To conclude, in accordance with the theoretical predictions [1,7–9,21], our data are consistent with the hypothesis that intensive farming conditions (high host densities, increased transmission opportunities, co-infections, possibility for serial passage, availability of nutrients, use of chemotherapy) can select for pathogen strains with the ability to produce large population sizes with high virulence that have high competitive ability under short time scales. This indicates a genetic difference in populations of high- and low-virulence bacterial strains resulting in selection for strains with an increased ability to exploit the fish host as a nutrient source. To reveal the possibility of horizontal gene transfer by conjugation as a mechanism for increased virulence, we assayed the presence of plasmids in the F. columnare bacterial strains, but, similarly to previous studies [29], none were found. Therefore, other possible genetic mechanisms causing the changes in virulence (transduction, chromosomal transformation, mutations) [64] remain to be solved, and will require whole-genome sequencing of several strains. Also, the recent achievements in genetic manipulation techniques [65,66] and genome sequencing [67] are likely to provide detailed insight into the mechanisms behind F. columnare pathogenicity.

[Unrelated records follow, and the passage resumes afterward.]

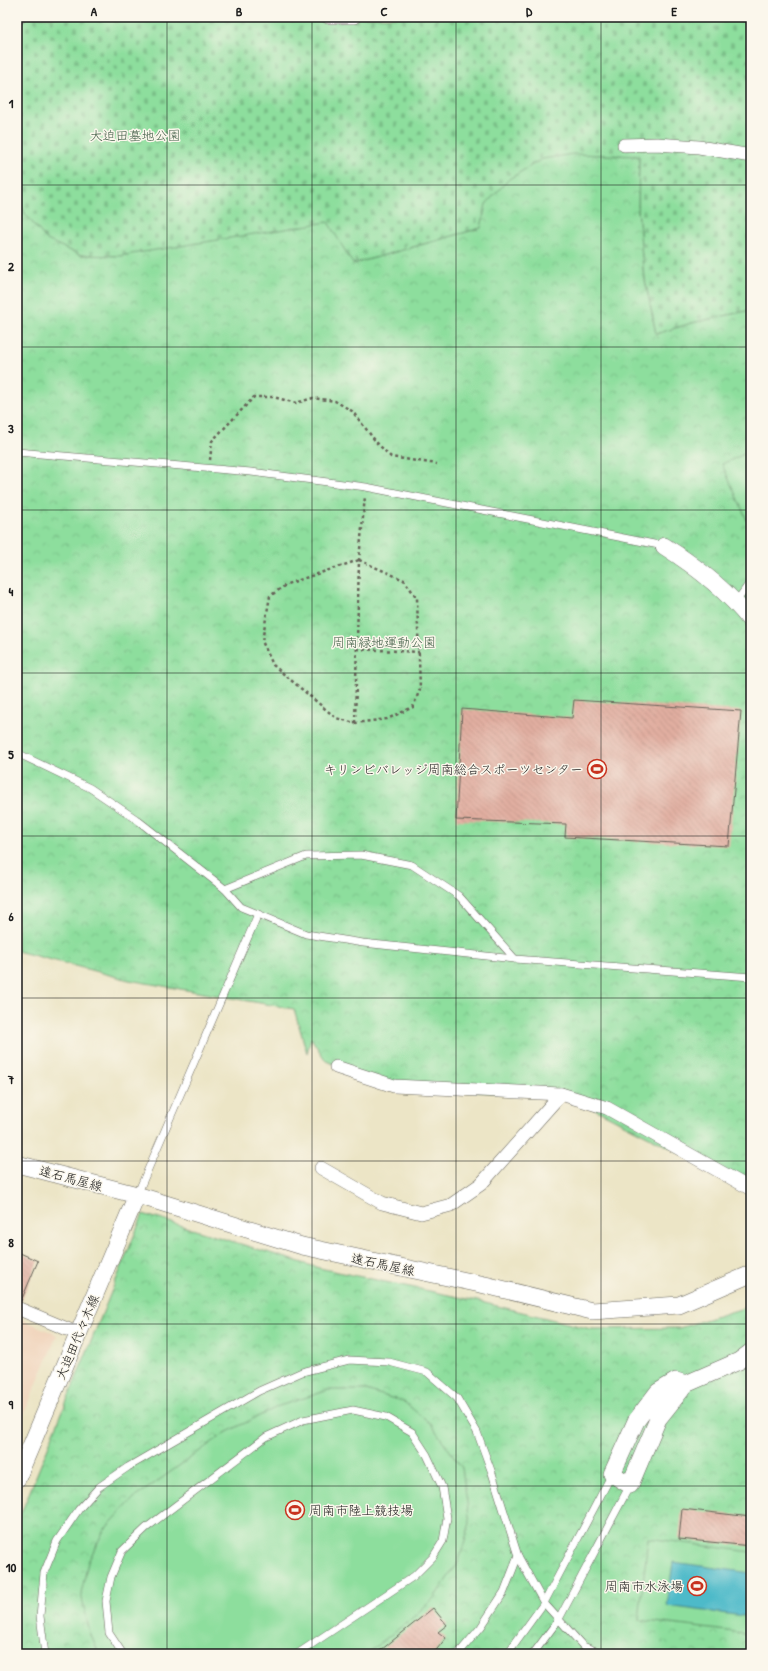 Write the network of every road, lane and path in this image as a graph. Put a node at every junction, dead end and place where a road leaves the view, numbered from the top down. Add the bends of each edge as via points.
1 (328, 17) edge
2 (354, 17) edge
3 (624, 145) dead end
4 (751, 156) edge
5 (17, 452) edge
6 (438, 464) dead end
7 (209, 469) junction
8 (366, 487) junction
9 (664, 546) joint
10 (359, 560) junction
11 (751, 581) edge
12 (736, 602) junction
13 (751, 621) edge
14 (357, 648) junction
15 (419, 652) junction
16 (355, 723) junction
17 (17, 753) edge
18 (225, 889) junction
19 (258, 914) junction
20 (515, 959) junction
21 (751, 977) edge
22 (336, 1067) dead end
23 (562, 1094) junction
24 (17, 1164) edge
25 (321, 1168) dead end
26 (751, 1189) edge
27 (137, 1195) junction
28 (751, 1274) edge
29 (17, 1308) edge
30 (79, 1334) junction
31 (751, 1352) edge
32 (686, 1384) junction
33 (612, 1474) junction
34 (17, 1479) edge
35 (630, 1485) junction
36 (518, 1556) junction
37 (544, 1603) junction
38 (559, 1619) junction
39 (45, 1654) edge
40 (123, 1654) edge
41 (297, 1654) edge
42 (458, 1654) edge
43 (507, 1654) edge
44 (532, 1654) edge
45 (603, 1654) edge

1 - 2 street
3 - 4 street via 700,147
5 - 7 lane
6 - 7 path via 391,457 352,411 335,402 313,398 296,403 273,397 254,397 212,441
7 - 8 lane
8 - 9 lane
8 - 10 path
9 - 12 street via 694,565
10 - 14 path
10 - 15 path via 404,580 418,598
10 - 16 path via 287,584 270,596 262,641 273,665 293,683 336,718
11 - 12 lane
12 - 13 street
14 - 15 path
14 - 16 path
15 - 16 path via 420,689 414,707 387,719
17 - 18 lane via 90,788 136,819
18 - 19 lane via 241,907
18 - 20 lane via 306,856 361,855 412,865 459,896
19 - 20 lane via 306,934 363,943
19 - 27 lane
20 - 21 lane
22 - 23 street via 394,1086
23 - 25 street via 481,1184 451,1205 421,1214 382,1203
23 - 26 street via 607,1108
24 - 27 street, 遠石馬屋線
27 - 28 street, 遠石馬屋線 via 302,1246 592,1311 679,1305
27 - 30 street, 大迫田代々木線
29 - 30 street
30 - 34 street, 大迫田代々木線
31 - 32 street via 739,1361
32 - 33 street via 676,1381 658,1392 636,1421
32 - 35 street via 658,1419
33 - 35 street
33 - 37 lane
35 - 38 lane
36 - 37 lane
36 - 39 lane via 477,1432 457,1398 427,1372 390,1362 349,1360 302,1372 259,1391 128,1467 99,1487 79,1508 57,1541 44,1573 40,1616
36 - 42 lane via 504,1592 481,1627
37 - 38 lane
37 - 43 lane
38 - 44 lane
38 - 45 lane via 583,1646
40 - 41 lane via 109,1633 106,1601 111,1577 122,1551 146,1528 266,1437 303,1420 353,1410 386,1417 412,1432 427,1455 442,1487 447,1518 443,1541 433,1557 414,1576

Our results indicate selection for pathogen virulence and competitive ability in both long and short time scales. The bacterial strains isolated in 2003 were significantly less virulent than the strains isolated later, which correlates with the observed increase in the severity of columnaris outbreaks during the last decade [23]. Interestingly, a similar pattern was observed already during one outbreak season, as the strains isolated from the outlet water of a fish farm were more virulent than strains isolated from the inlet water. These results indicate that the selection pressures at fish farms can cause changes in pathogen populations, which may have long-lasting effects on pathogen virulence. The global changes in nutrients and climate can further select pathogen traits at a wider temporal scale. Indeed, we cannot rule out the possibility that the changes in bacterial characteristics observed in this paper are unrelated to aquaculture. Nevertheless, aquaculture has a major role in securing world protein production, but disease epidemics severely affect the profitability of the industry [68–70]. Understanding disease ecology and evolution in man-made environments is important in securing sustainable livestock and aquaculture production. In addition to the benefits in the applied field, the studies on pathogens in the intensive farming systems can provide much-needed empirical field data on the evolution of virulence.

Ethics

The experiments were conducted according to the Finnish Act on the Use of Animals for Experimental Purposes, under permission ESAVI-2010–05569/Ym-23 granted for L-RS by the National Animal Experiment Board at the Regional State Administrative Agency for Southern Finland.

Data accessibility

All data used in this paper are publicly available in electronic supplementary material and in Dryad: http://dx.doi.org/10.5061/dryad.nk76k.

Authors' contributions

L.-R.S., T.K., J.K.H.B. and J.M. designed the study. L.-R.S., T.K., E.L., H.K. and R.P. collected and analysed the data. All authors participated in drafting and critically revising the manuscript. All authors approved the final version of the manuscript.

Competing interests

Authors do not have competing interests.

Funding

This work was supported by the Finnish Centre of Excellence Program of the Academy of Finland, CoE in Biological Interactions 2012–2017 (no. 252411, J.M. and J.K.H.B.), by Academy of Finland grants nos.272995 (L.-R.S.) and 278751 (T.K.) and by Maj and Tor Nessling Foundation (J.K.H.B.).